§ **Extracted data**

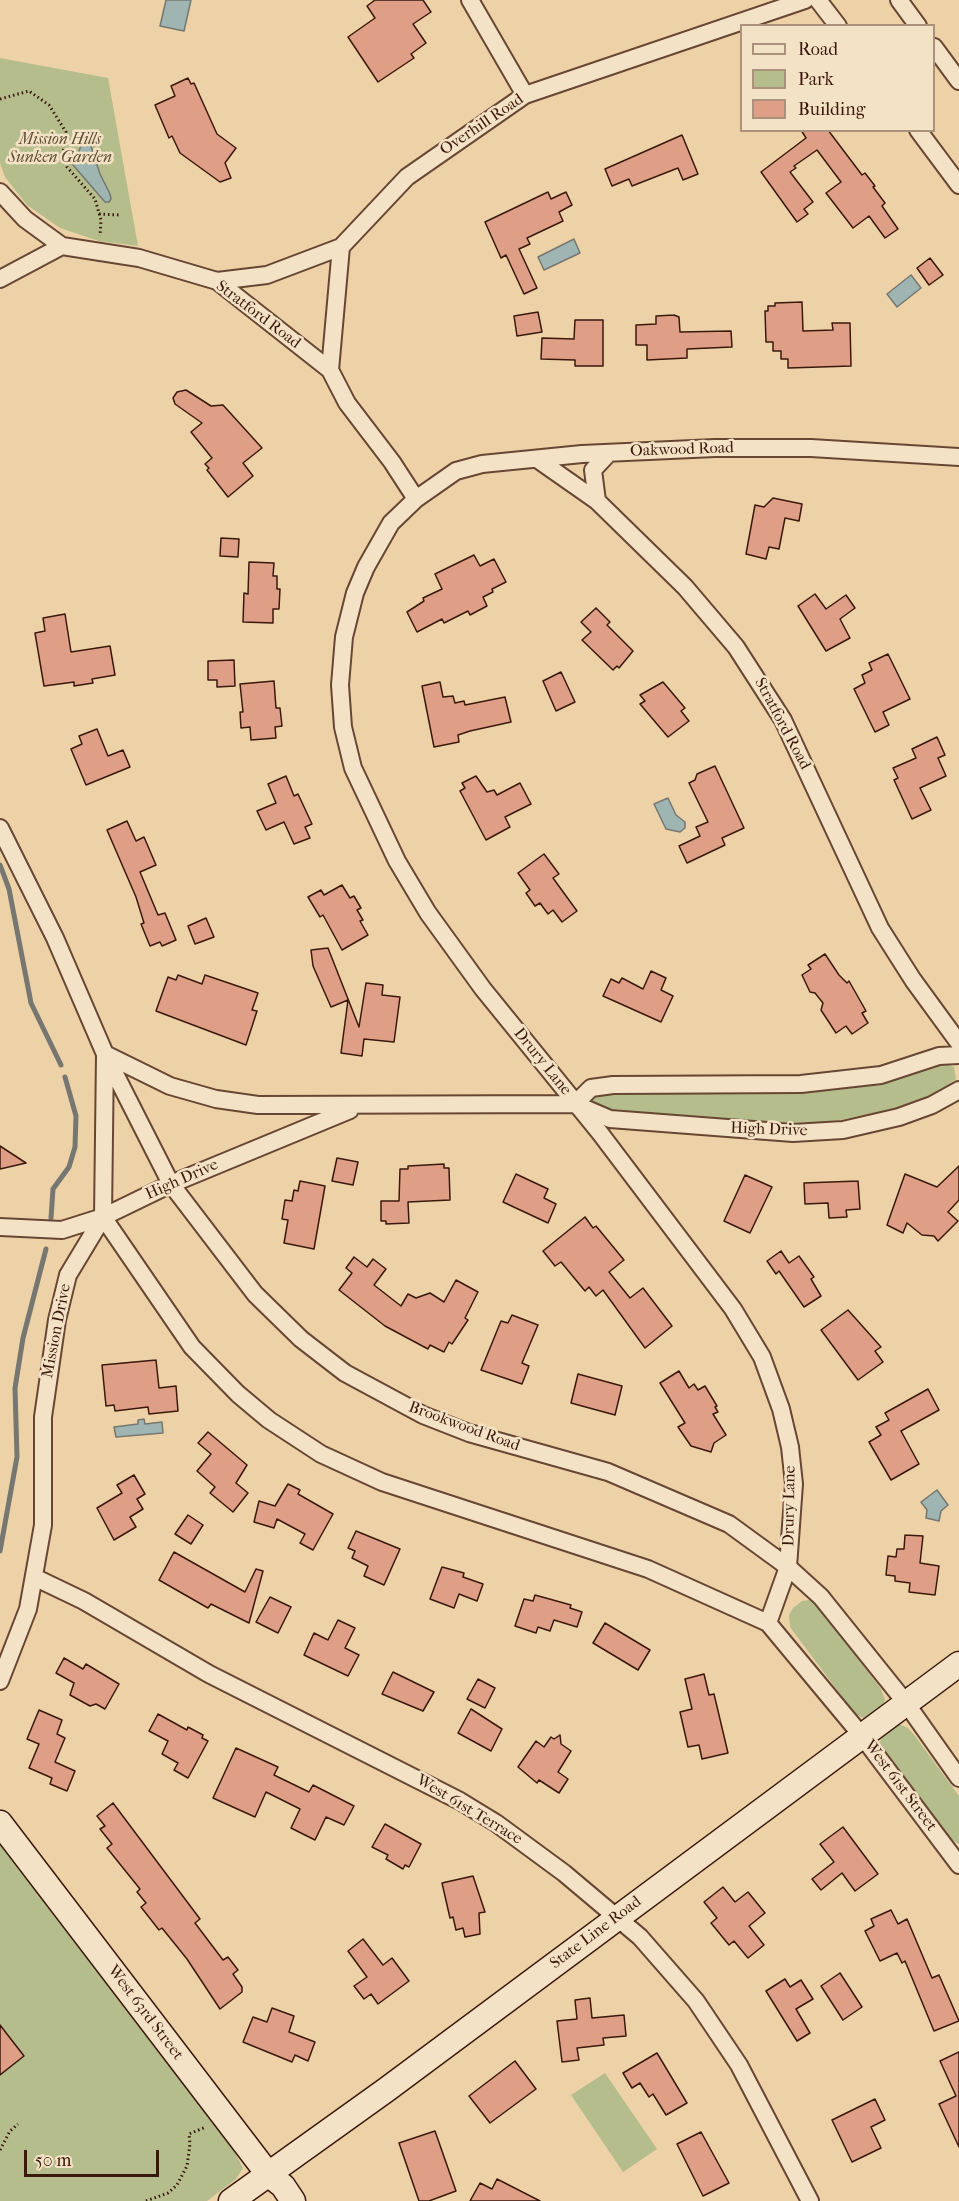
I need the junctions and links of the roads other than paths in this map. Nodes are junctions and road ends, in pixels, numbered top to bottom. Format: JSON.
{"nodes":[{"id":1,"x":470,"y":0,"type":"edge"},
{"id":2,"x":805,"y":0,"type":"edge"},
{"id":3,"x":818,"y":0,"type":"edge"},
{"id":4,"x":899,"y":0,"type":"edge"},
{"id":5,"x":836,"y":24,"type":"edge"},
{"id":6,"x":917,"y":24,"type":"edge"},
{"id":7,"x":935,"y":50,"type":"edge"},
{"id":8,"x":959,"y":81,"type":"edge"},
{"id":9,"x":525,"y":95,"type":"junction"},
{"id":10,"x":919,"y":132,"type":"edge"},
{"id":11,"x":959,"y":185,"type":"edge"},
{"id":12,"x":0,"y":192,"type":"edge"},
{"id":13,"x":62,"y":246,"type":"junction"},
{"id":14,"x":341,"y":247,"type":"junction"},
{"id":15,"x":0,"y":279,"type":"edge"},
{"id":16,"x":217,"y":281,"type":"junction"},
{"id":17,"x":330,"y":370,"type":"junction"},
{"id":18,"x":609,"y":453,"type":"junction"},
{"id":19,"x":959,"y":457,"type":"edge"},
{"id":20,"x":537,"y":459,"type":"junction"},
{"id":21,"x":416,"y":499,"type":"junction"},
{"id":22,"x":597,"y":501,"type":"junction"},
{"id":23,"x":0,"y":828,"type":"edge"},
{"id":24,"x":959,"y":1043,"type":"edge"},
{"id":25,"x":105,"y":1054,"type":"junction"},
{"id":26,"x":959,"y":1055,"type":"edge"},
{"id":27,"x":959,"y":1090,"type":"edge"},
{"id":28,"x":575,"y":1104,"type":"junction"},
{"id":29,"x":359,"y":1106,"type":"junction"},
{"id":30,"x":171,"y":1184,"type":"junction"},
{"id":31,"x":103,"y":1217,"type":"junction"},
{"id":32,"x":0,"y":1227,"type":"edge"},
{"id":33,"x":788,"y":1567,"type":"junction"},
{"id":34,"x":34,"y":1577,"type":"junction"},
{"id":35,"x":768,"y":1623,"type":"junction"},
{"id":36,"x":959,"y":1664,"type":"edge"},
{"id":37,"x":0,"y":1682,"type":"edge"},
{"id":38,"x":906,"y":1703,"type":"junction"},
{"id":39,"x":862,"y":1736,"type":"junction"},
{"id":40,"x":959,"y":1778,"type":"edge"},
{"id":41,"x":0,"y":1823,"type":"edge"},
{"id":42,"x":959,"y":1865,"type":"edge"},
{"id":43,"x":616,"y":1918,"type":"junction"},
{"id":44,"x":286,"y":2190,"type":"edge"},
{"id":45,"x":231,"y":2201,"type":"edge"},
{"id":46,"x":810,"y":2201,"type":"edge"}],
"edges":[{"from":1,"to":9,"type":"street"},
{"from":2,"to":9,"type":"street","name":"Overhill Road"},
{"from":3,"to":5,"type":"street"},
{"from":4,"to":6,"type":"street"},
{"from":7,"to":8,"type":"street"},
{"from":9,"to":14,"type":"street","name":"Overhill Road"},
{"from":10,"to":11,"type":"street"},
{"from":12,"to":13,"type":"street"},
{"from":13,"to":15,"type":"street"},
{"from":13,"to":16,"type":"street","name":"Stratford Road"},
{"from":14,"to":16,"type":"street"},
{"from":14,"to":17,"type":"street"},
{"from":16,"to":17,"type":"street","name":"Stratford Road"},
{"from":17,"to":21,"type":"street","name":"Stratford Road"},
{"from":18,"to":19,"type":"street","name":"Oakwood Road"},
{"from":18,"to":20,"type":"street","name":"Oakwood Road"},
{"from":18,"to":22,"type":"street"},
{"from":20,"to":21,"type":"street","name":"Oakwood Road"},
{"from":20,"to":22,"type":"street","name":"Stratford Road"},
{"from":21,"to":28,"type":"street","name":"Drury Lane"},
{"from":22,"to":24,"type":"street","name":"Stratford Road"},
{"from":23,"to":25,"type":"street"},
{"from":25,"to":29,"type":"street","name":"High Drive"},
{"from":25,"to":30,"type":"street","name":"Brookwood Road"},
{"from":25,"to":31,"type":"street"},
{"from":26,"to":28,"type":"street"},
{"from":27,"to":28,"type":"street","name":"High Drive"},
{"from":28,"to":29,"type":"street","name":"High Drive"},
{"from":28,"to":33,"type":"street","name":"Drury Lane"},
{"from":29,"to":30,"type":"street","name":"High Drive"},
{"from":30,"to":31,"type":"street","name":"High Drive"},
{"from":30,"to":33,"type":"street","name":"Brookwood Road"},
{"from":31,"to":32,"type":"street","name":"High Drive"},
{"from":31,"to":34,"type":"street","name":"Mission Drive"},
{"from":31,"to":35,"type":"street"},
{"from":33,"to":35,"type":"street","name":"Drury Lane"},
{"from":33,"to":38,"type":"street","name":"Brookwood Road"},
{"from":34,"to":37,"type":"street","name":"Mission Drive"},
{"from":34,"to":43,"type":"street","name":"West 61st Terrace"},
{"from":35,"to":39,"type":"street"},
{"from":36,"to":38,"type":"main road","name":"State Line Road"},
{"from":38,"to":39,"type":"main road","name":"State Line Road"},
{"from":38,"to":40,"type":"street","name":"Brookwood Road"},
{"from":39,"to":42,"type":"street","name":"West 61st Street"},
{"from":39,"to":43,"type":"main road","name":"State Line Road"},
{"from":41,"to":44,"type":"main road","name":"West 63rd Street"},
{"from":43,"to":44,"type":"main road","name":"State Line Road"},
{"from":43,"to":46,"type":"street","name":"West 61st Terrace"},
{"from":44,"to":45,"type":"main road","name":"State Line Road"}]}
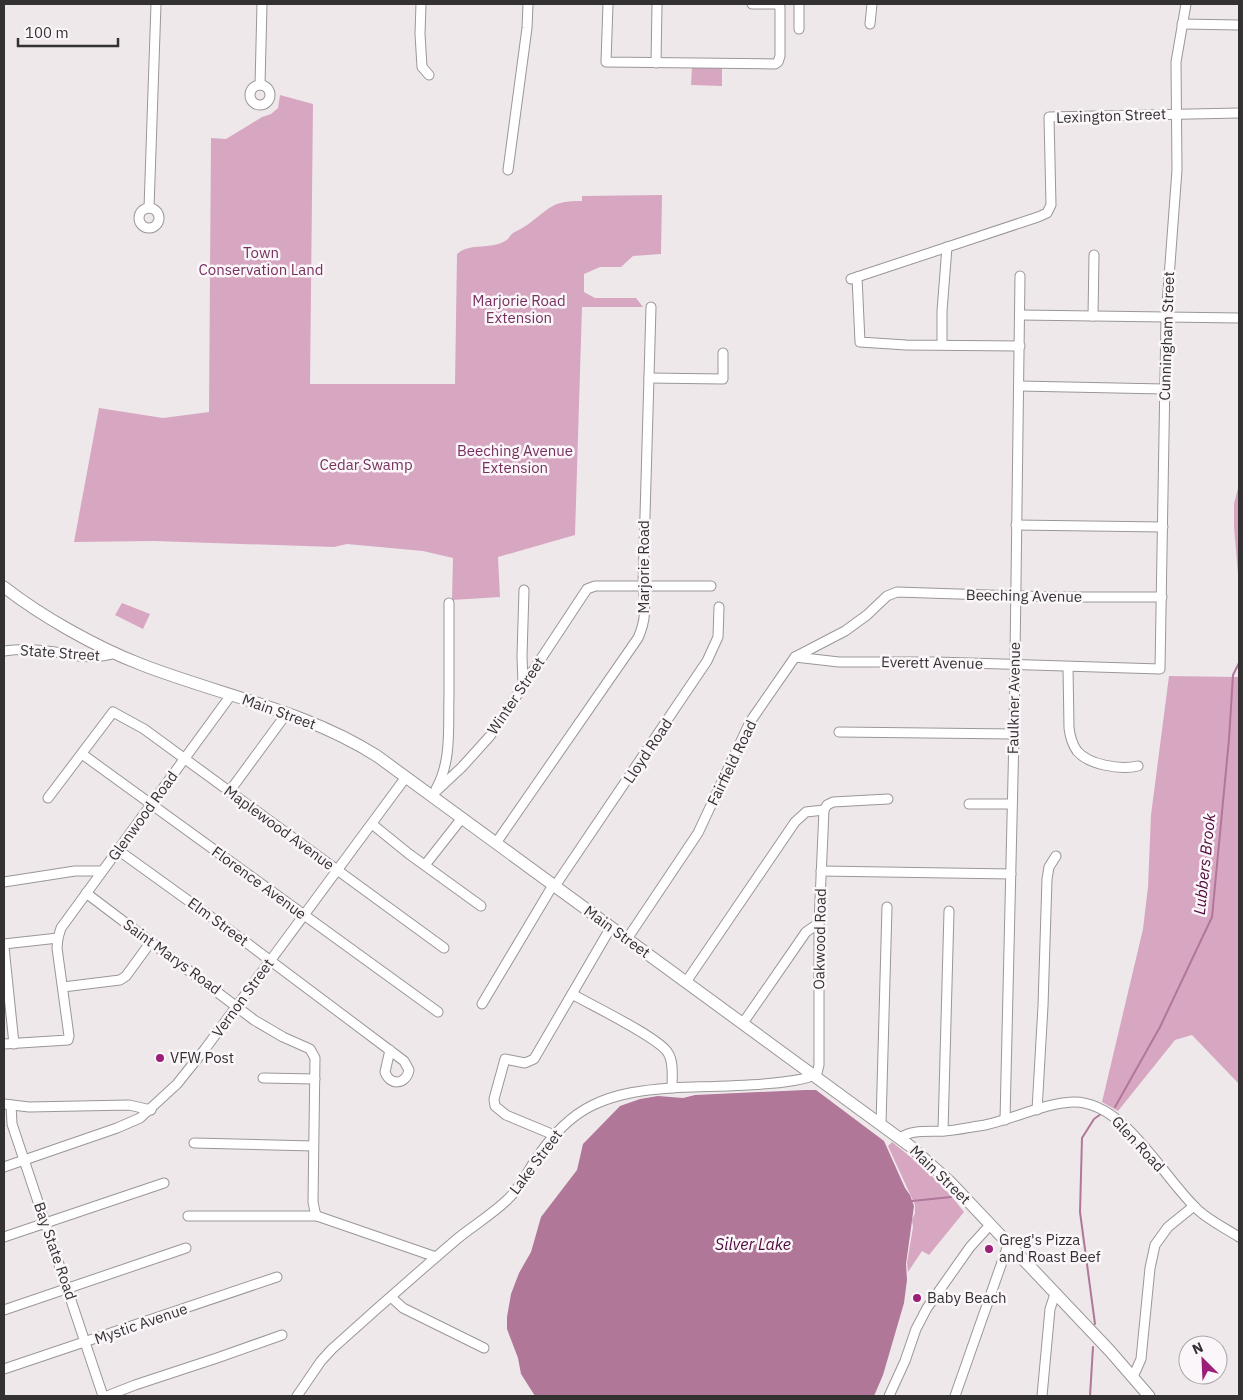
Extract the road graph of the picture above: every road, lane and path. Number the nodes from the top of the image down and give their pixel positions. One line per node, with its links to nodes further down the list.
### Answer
1 (156, 4): 21 (street)
2 (262, 4): 17 (street)
3 (421, 4): 16 (street)
4 (528, 4): 20 (street)
5 (608, 4): 15 (street)
6 (657, 4): 15 (street)
7 (752, 4): 15 (street)
8 (799, 4): 14 (street)
9 (872, 4): 11 (street)
10 (1186, 4): 12 (street, Cunningham Street)
11 (870, 24)
12 (1182, 24): 13 (street); 19 (street, Cunningham Street)
13 (1239, 25)
14 (799, 29)
15 (656, 63)
16 (429, 75)
17 (260, 85)
18 (1239, 113): 19 (street, Lexington Street)
19 (1177, 114): 22 (street, Lexington Street); 28 (street, Cunningham Street)
20 (508, 170)
21 (149, 208)
22 (947, 247): 30 (street); 30 (street)
23 (1094, 254): 27 (street)
24 (1020, 276): 26 (street, Faulkner Avenue)
25 (651, 306): 33 (street, Marjorie Road)
26 (1020, 315): 27 (street); 31 (street, Faulkner Avenue)
27 (1093, 316): 28 (street)
28 (1166, 318): 29 (street); 35 (street, Cunningham Street)
29 (1239, 318)
30 (942, 344): 31 (street)
31 (1020, 346): 34 (street, Faulkner Avenue)
32 (723, 354): 33 (street)
33 (649, 378): 38 (street, Marjorie Road)
34 (1019, 386): 35 (street); 36 (street, Faulkner Avenue)
35 (1164, 389): 37 (street, Cunningham Street)
36 (1016, 525): 37 (street); 42 (street, Faulkner Avenue)
37 (1163, 528): 44 (street, Cunningham Street)
38 (643, 585): 39 (street); 53 (street, Winter Street); 72 (street, Marjorie Road)
39 (711, 586)
40 (4, 588): 48 (main road, Main Street)
41 (524, 590): 53 (street)
42 (1016, 595): 43 (street, Beeching Avenue); 44 (street, Beeching Avenue); 50 (street, Faulkner Avenue)
43 (887, 596): 49 (street, Fairfield Road)
44 (1162, 597): 52 (street, Cunningham Street)
45 (449, 603): 63 (street)
46 (719, 608): 81 (street, Lloyd Road)
47 (4, 651): 48 (street, State Street)
48 (116, 654): 54 (main road, Main Street)
49 (795, 657): 50 (street, Everett Avenue); 90 (street, Fairfield Road)
50 (1014, 665): 51 (street, Everett Avenue); 57 (street, Faulkner Avenue)
51 (1068, 667): 52 (street, Everett Avenue); 60 (street)
52 (1160, 669)
53 (523, 685): 63 (street, Winter Street)
54 (231, 695): 55 (main road, Main Street); 59 (street, Glenwood Road)
55 (287, 713): 61 (main road, Main Street); 62 (street)
56 (839, 732): 57 (street)
57 (1014, 734): 67 (street, Faulkner Avenue)
58 (82, 754): 59 (street, Maplewood Avenue); 64 (street); 68 (street, Florence Avenue)
59 (184, 759): 62 (street, Maplewood Avenue); 68 (street, Glenwood Road)
60 (1138, 766)
61 (406, 777): 63 (main road, Main Street); 71 (street, Vernon Street)
62 (229, 792): 77 (street, Maplewood Avenue)
63 (432, 796): 70 (main road, Main Street)
64 (48, 798)
65 (888, 799): 69 (street)
66 (969, 804): 67 (street)
67 (1012, 804): 79 (street, Faulkner Avenue)
68 (151, 805): 73 (street, Glenwood Road); 86 (street, Florence Avenue)
69 (824, 810): 78 (street, Oakwood Road); 95 (street)
70 (462, 818): 72 (main road, Main Street); 75 (street)
71 (372, 824): 75 (street); 77 (street, Vernon Street)
72 (496, 843): 81 (main road, Main Street)
73 (118, 850): 76 (street, Glenwood Road); 94 (street, Elm Street)
74 (1056, 856): 111 (street)
75 (424, 865): 83 (street)
76 (102, 871): 80 (street); 82 (street, Glenwood Road)
77 (337, 871): 86 (street, Vernon Street); 93 (street, Maplewood Avenue)
78 (821, 871): 79 (street); 87 (street, Oakwood Road)
79 (1011, 874): 112 (street, Faulkner Avenue)
80 (4, 882)
81 (554, 886): 88 (main road, Main Street); 98 (street, Lloyd Road)
82 (86, 893): 89 (street, Glenwood Road); 91 (street, Saint Marys Road)
83 (481, 906)
84 (887, 907): 113 (street)
85 (949, 912): 114 (street)
86 (304, 916): 94 (street, Vernon Street); 100 (street, Florence Avenue)
87 (819, 923): 101 (street); 105 (street, Oakwood Road)
88 (611, 927): 90 (main road, Main Street); 97 (street)
89 (58, 938): 92 (street); 96 (street)
90 (627, 939): 95 (main road, Main Street)
91 (150, 943): 96 (street); 99 (street, Saint Marys Road)
92 (4, 946): 103 (street)
93 (444, 948)
94 (270, 961): 99 (street, Vernon Street); 104 (street, Elm Street)
95 (686, 982): 101 (main road, Main Street)
96 (63, 987): 103 (street)
97 (572, 994): 108 (street); 115 (street)
98 (482, 1004)
99 (237, 1006): 107 (street, Saint Marys Road); 110 (street, Vernon Street)
100 (438, 1012)
101 (743, 1023): 105 (main road, Main Street)
102 (4, 1044): 103 (street)
103 (14, 1044)
104 (390, 1050)
105 (814, 1076): 108 (street, Lake Street); 113 (main road, Main Street)
106 (264, 1078): 107 (street)
107 (315, 1078): 118 (street)
108 (672, 1088): 115 (street, Lake Street)
109 (7, 1104): 110 (street); 119 (street, Bay State Road)
110 (151, 1110): 119 (street, Vernon Street)
111 (1036, 1110): 112 (street, Glen Road); 122 (street, Glen Road)
112 (1005, 1120): 114 (street, Glen Road)
113 (881, 1124): 116 (main road, Main Street)
114 (943, 1131): 116 (street, Glen Road)
115 (554, 1135): 131 (street, Lake Street)
116 (900, 1138): 126 (main road, Main Street)
117 (194, 1143): 118 (street)
118 (313, 1146): 124 (street)
119 (24, 1160): 120 (street, Vernon Street); 125 (street, Bay State Road)
120 (4, 1166)
121 (164, 1183): 125 (street)
122 (1194, 1206): 128 (street, Glen Road); 141 (street)
123 (188, 1216): 124 (street)
124 (317, 1216): 131 (street)
125 (45, 1223): 127 (street); 133 (street, Bay State Road)
126 (990, 1226): 129 (main road, Main Street); 144 (street)
127 (4, 1237)
128 (1239, 1237)
129 (1008, 1245): 134 (main road, Main Street); 145 (street)
130 (186, 1248): 133 (street)
131 (436, 1257): 135 (street, Lake Street)
132 (277, 1277): 138 (street, Mystic Avenue)
133 (67, 1289): 136 (street); 138 (street, Bay State Road)
134 (1055, 1294): 141 (main road, Main Street); 146 (street)
135 (391, 1297): 139 (street); 143 (street, Lake Street)
136 (4, 1310)
137 (282, 1335): 142 (street)
138 (86, 1342): 140 (street, Mystic Avenue); 142 (street, Bay State Road)
139 (484, 1348)
140 (4, 1369)
141 (1132, 1377): 147 (main road, Main Street)
142 (105, 1396)
143 (298, 1396)
144 (889, 1396)
145 (955, 1396)
146 (1042, 1396)
147 (1149, 1396)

§ **Exercise instructions**
Please give the number of lines in the listing above where "Overhill" appears, and nothing else.

§ **Answer to the exercise**
2